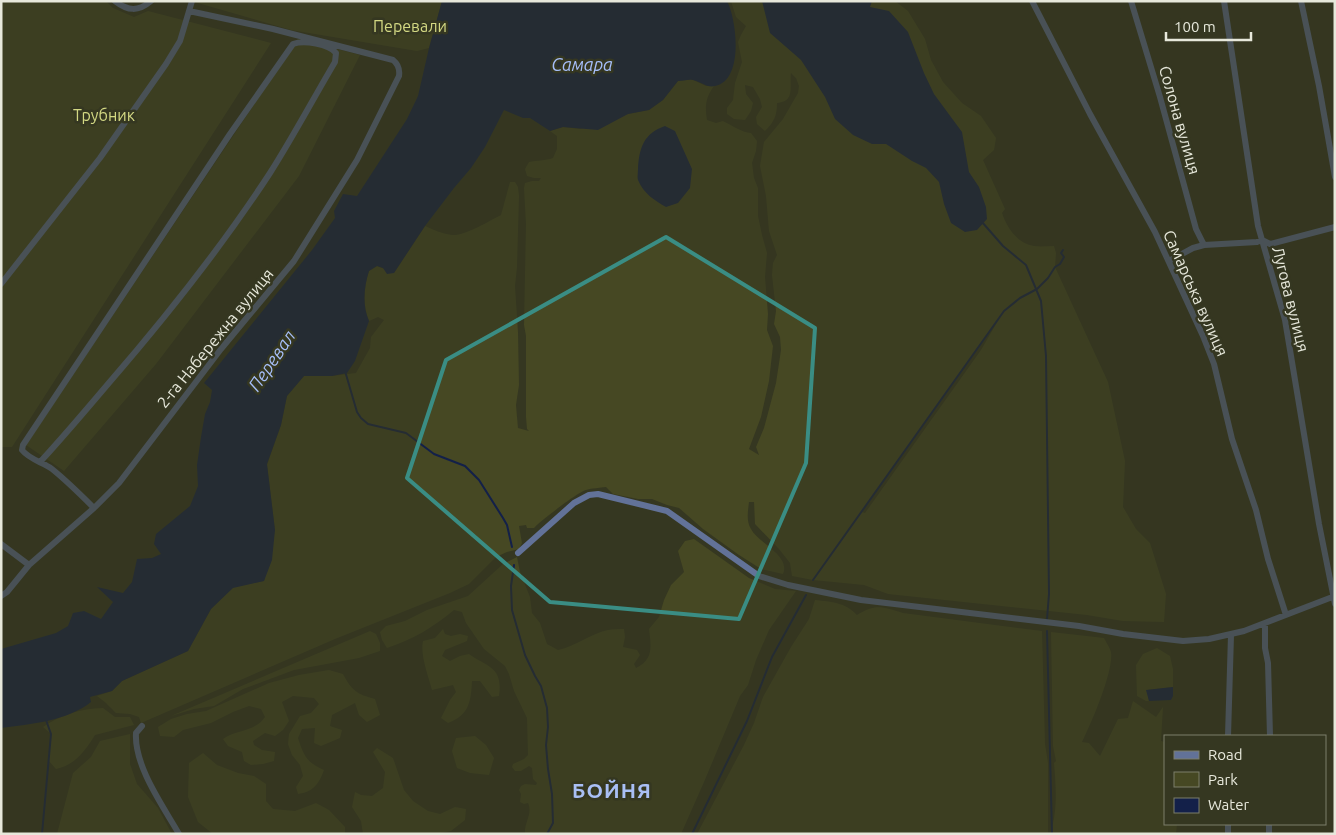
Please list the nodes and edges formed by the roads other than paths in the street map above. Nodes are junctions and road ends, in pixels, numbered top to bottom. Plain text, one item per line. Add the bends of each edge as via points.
1 (115, 1) edge
2 (151, 1) edge
3 (192, 1) edge
4 (1032, 1) edge
5 (1131, 1) edge
6 (1224, 1) edge
7 (1301, 1) edge
8 (189, 11) junction
9 (1335, 177) edge
10 (1335, 227) edge
11 (1262, 240) junction
12 (1204, 244) junction
13 (1169, 260) junction
14 (1, 284) edge
15 (41, 461) junction
16 (94, 508) junction
17 (1, 544) edge
18 (518, 553) dead end
19 (29, 565) junction
20 (1, 596) edge
21 (1335, 596) edge
22 (1335, 604) edge
23 (1286, 615) junction
24 (1265, 623) junction
25 (1231, 635) junction
26 (142, 726) dead end
27 (1228, 735) edge
28 (1270, 735) edge
29 (179, 834) edge

1 - 2 street via 137,10
3 - 8 street
4 - 13 street, Самарська вулиця
5 - 12 street, Солона вулиця via 1196,229
6 - 11 street, Лугова вулиця
7 - 9 street
8 - 14 street via 180,41 139,103
8 - 16 street, 2-га Набережна вулиця via 393,60 400,70 399,76 368,140 294,261 221,349 119,483
10 - 11 street via 1270,244
11 - 12 street
11 - 21 street, Лугова вулиця via 1286,320 1319,524
12 - 13 street
13 - 23 street, Самарська вулиця via 1214,364 1232,439
15 - 15 street via 28,456 22,450 23,445 293,44 305,42 333,50 335,62 298,127 214,255
15 - 16 street
16 - 19 street, 2-га Набережна вулиця
17 - 19 street
18 - 25 street via 574,503 598,494 667,511 747,570 788,585 861,600 1183,641
19 - 20 street, 2-га Набережна вулиця
21 - 22 street, Лугова вулиця
21 - 23 street
23 - 24 street
24 - 25 street
24 - 28 street
25 - 27 street
26 - 29 street via 136,732 138,753 150,784

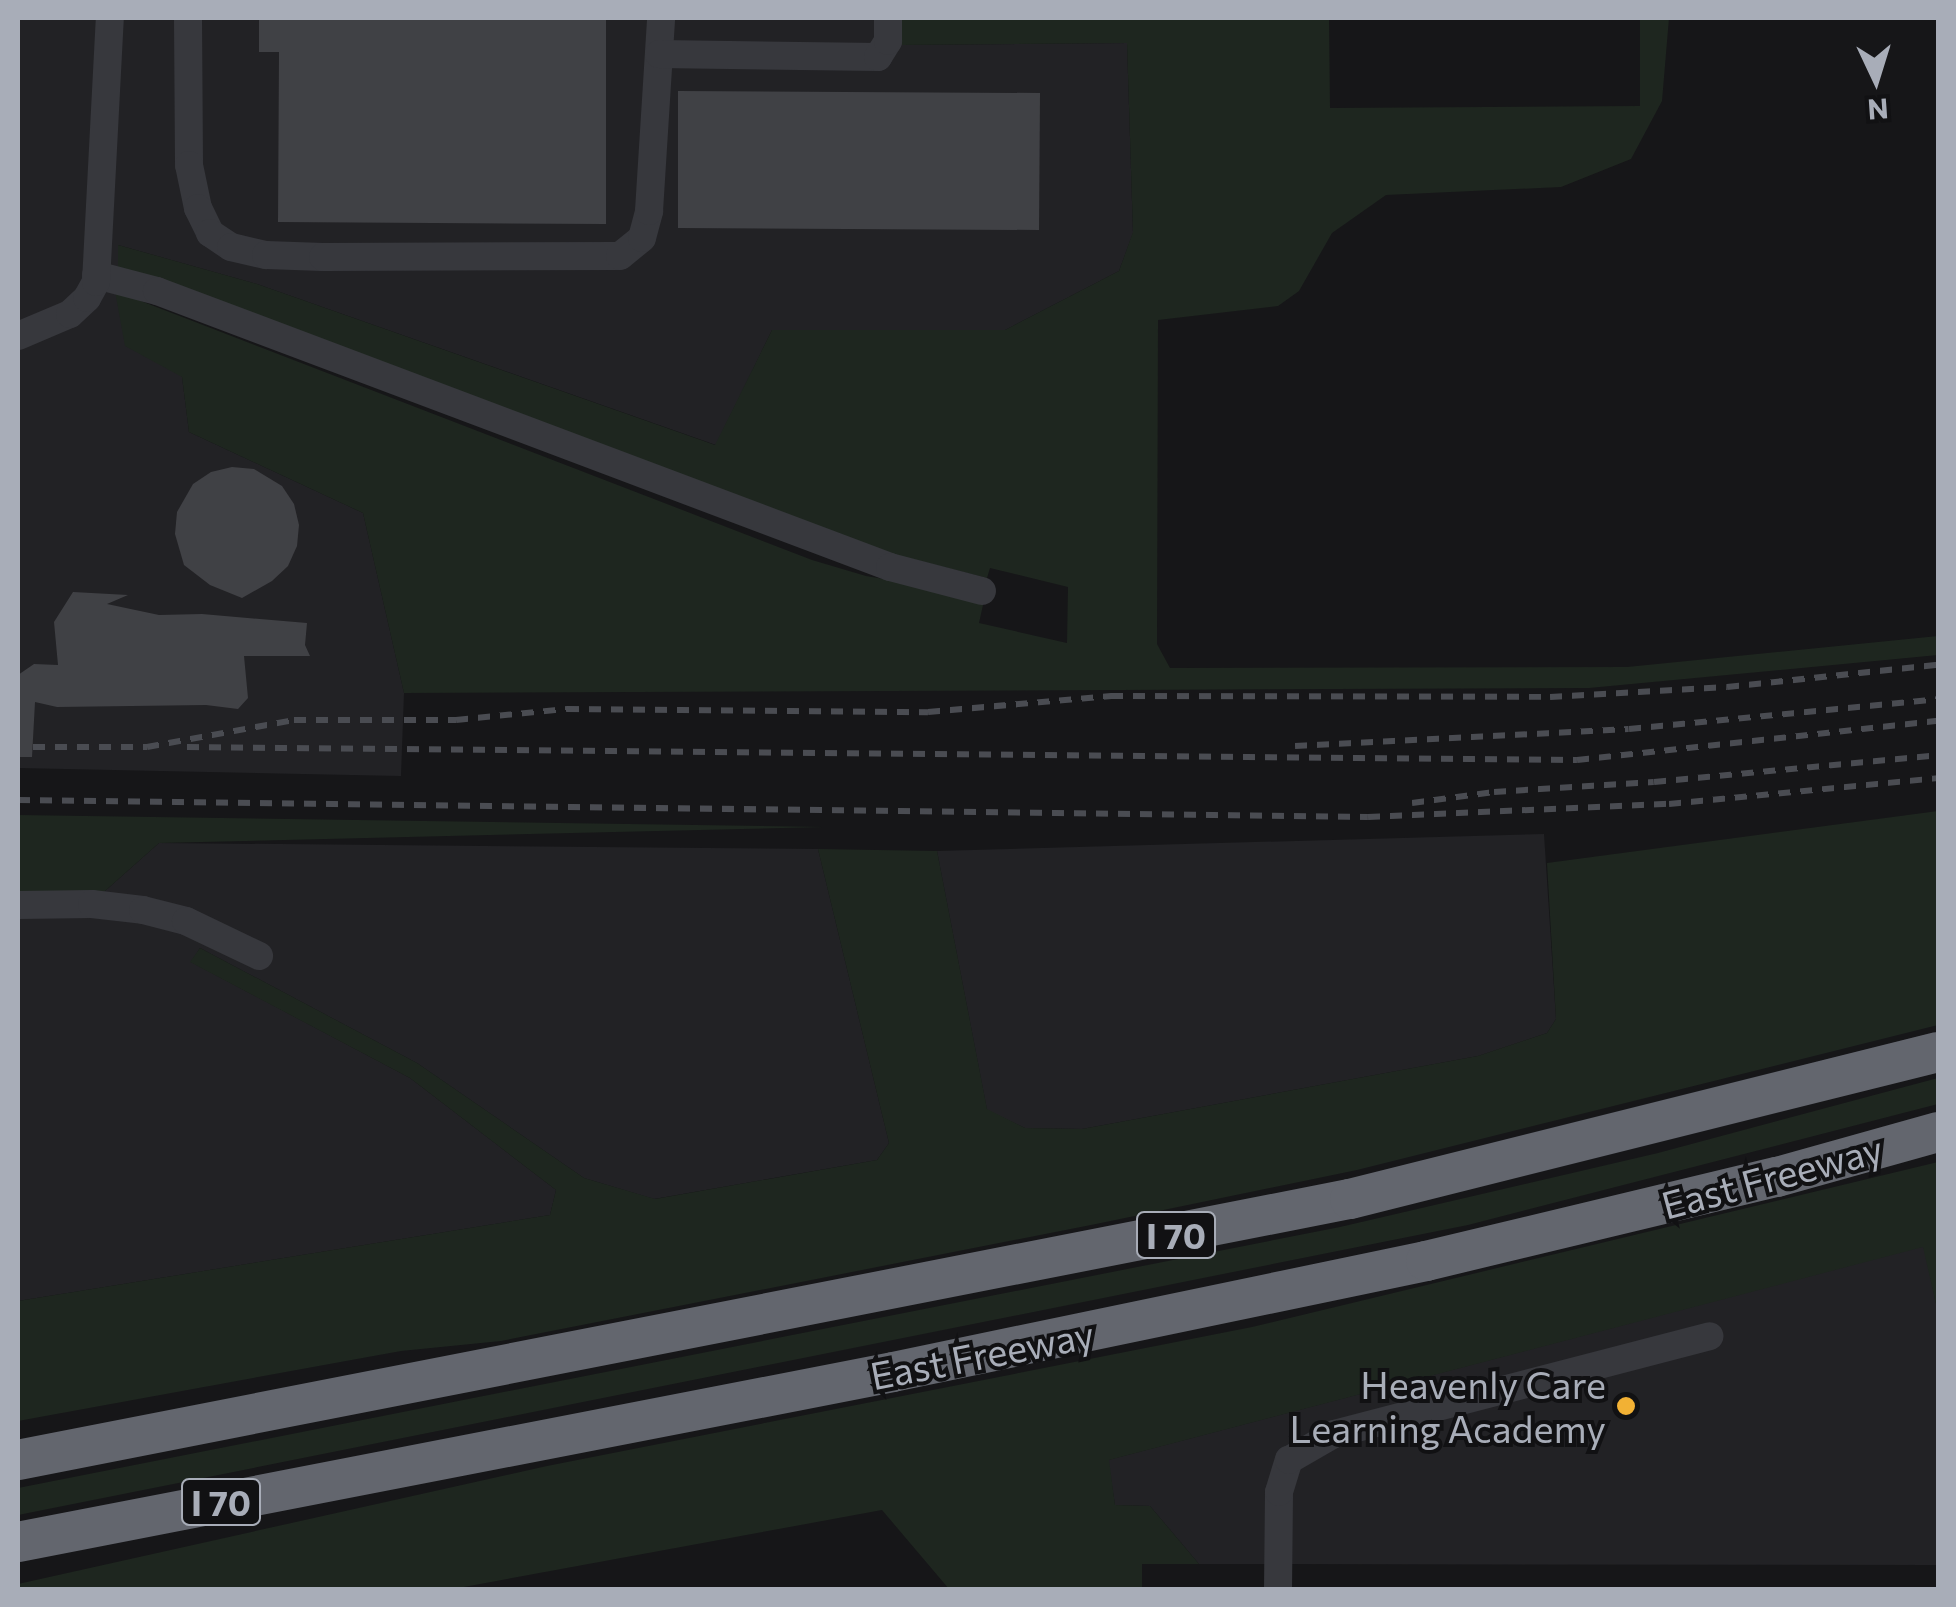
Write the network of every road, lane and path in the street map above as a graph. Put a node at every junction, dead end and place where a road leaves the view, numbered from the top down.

Work task → Could the data above be reproduced exactly, with the pictures left out?

Task solution →
Please list the nodes and edges formed by the roads other than paths in the street map above. Nodes are junctions and road ends, in pixels, numbered top to bottom. Plain text, one item per line. Add the bends of each edge as via points.
1 (115, 1) edge
2 (151, 1) edge
3 (192, 1) edge
4 (1032, 1) edge
5 (1131, 1) edge
6 (1224, 1) edge
7 (1301, 1) edge
8 (189, 11) junction
9 (1335, 177) edge
10 (1335, 227) edge
11 (1262, 240) junction
12 (1204, 244) junction
13 (1169, 260) junction
14 (1, 284) edge
15 (41, 461) junction
16 (94, 508) junction
17 (1, 544) edge
18 (518, 553) dead end
19 (29, 565) junction
20 (1, 596) edge
21 (1335, 596) edge
22 (1335, 604) edge
23 (1286, 615) junction
24 (1265, 623) junction
25 (1231, 635) junction
26 (142, 726) dead end
27 (1228, 735) edge
28 (1270, 735) edge
29 (179, 834) edge

1 - 2 street via 137,10
3 - 8 street
4 - 13 street, Самарська вулиця
5 - 12 street, Солона вулиця via 1196,229
6 - 11 street, Лугова вулиця
7 - 9 street
8 - 14 street via 180,41 139,103
8 - 16 street, 2-га Набережна вулиця via 393,60 400,70 399,76 368,140 294,261 221,349 119,483
10 - 11 street via 1270,244
11 - 12 street
11 - 21 street, Лугова вулиця via 1286,320 1319,524
12 - 13 street
13 - 23 street, Самарська вулиця via 1214,364 1232,439
15 - 15 street via 28,456 22,450 23,445 293,44 305,42 333,50 335,62 298,127 214,255
15 - 16 street
16 - 19 street, 2-га Набережна вулиця
17 - 19 street
18 - 25 street via 574,503 598,494 667,511 747,570 788,585 861,600 1183,641
19 - 20 street, 2-га Набережна вулиця
21 - 22 street, Лугова вулиця
21 - 23 street
23 - 24 street
24 - 25 street
24 - 28 street
25 - 27 street
26 - 29 street via 136,732 138,753 150,784

Write the network of every road, lane and path in the street map above as a graph. Put a node at every junction, dead end and place where a road leaves the view, numbered from the top down.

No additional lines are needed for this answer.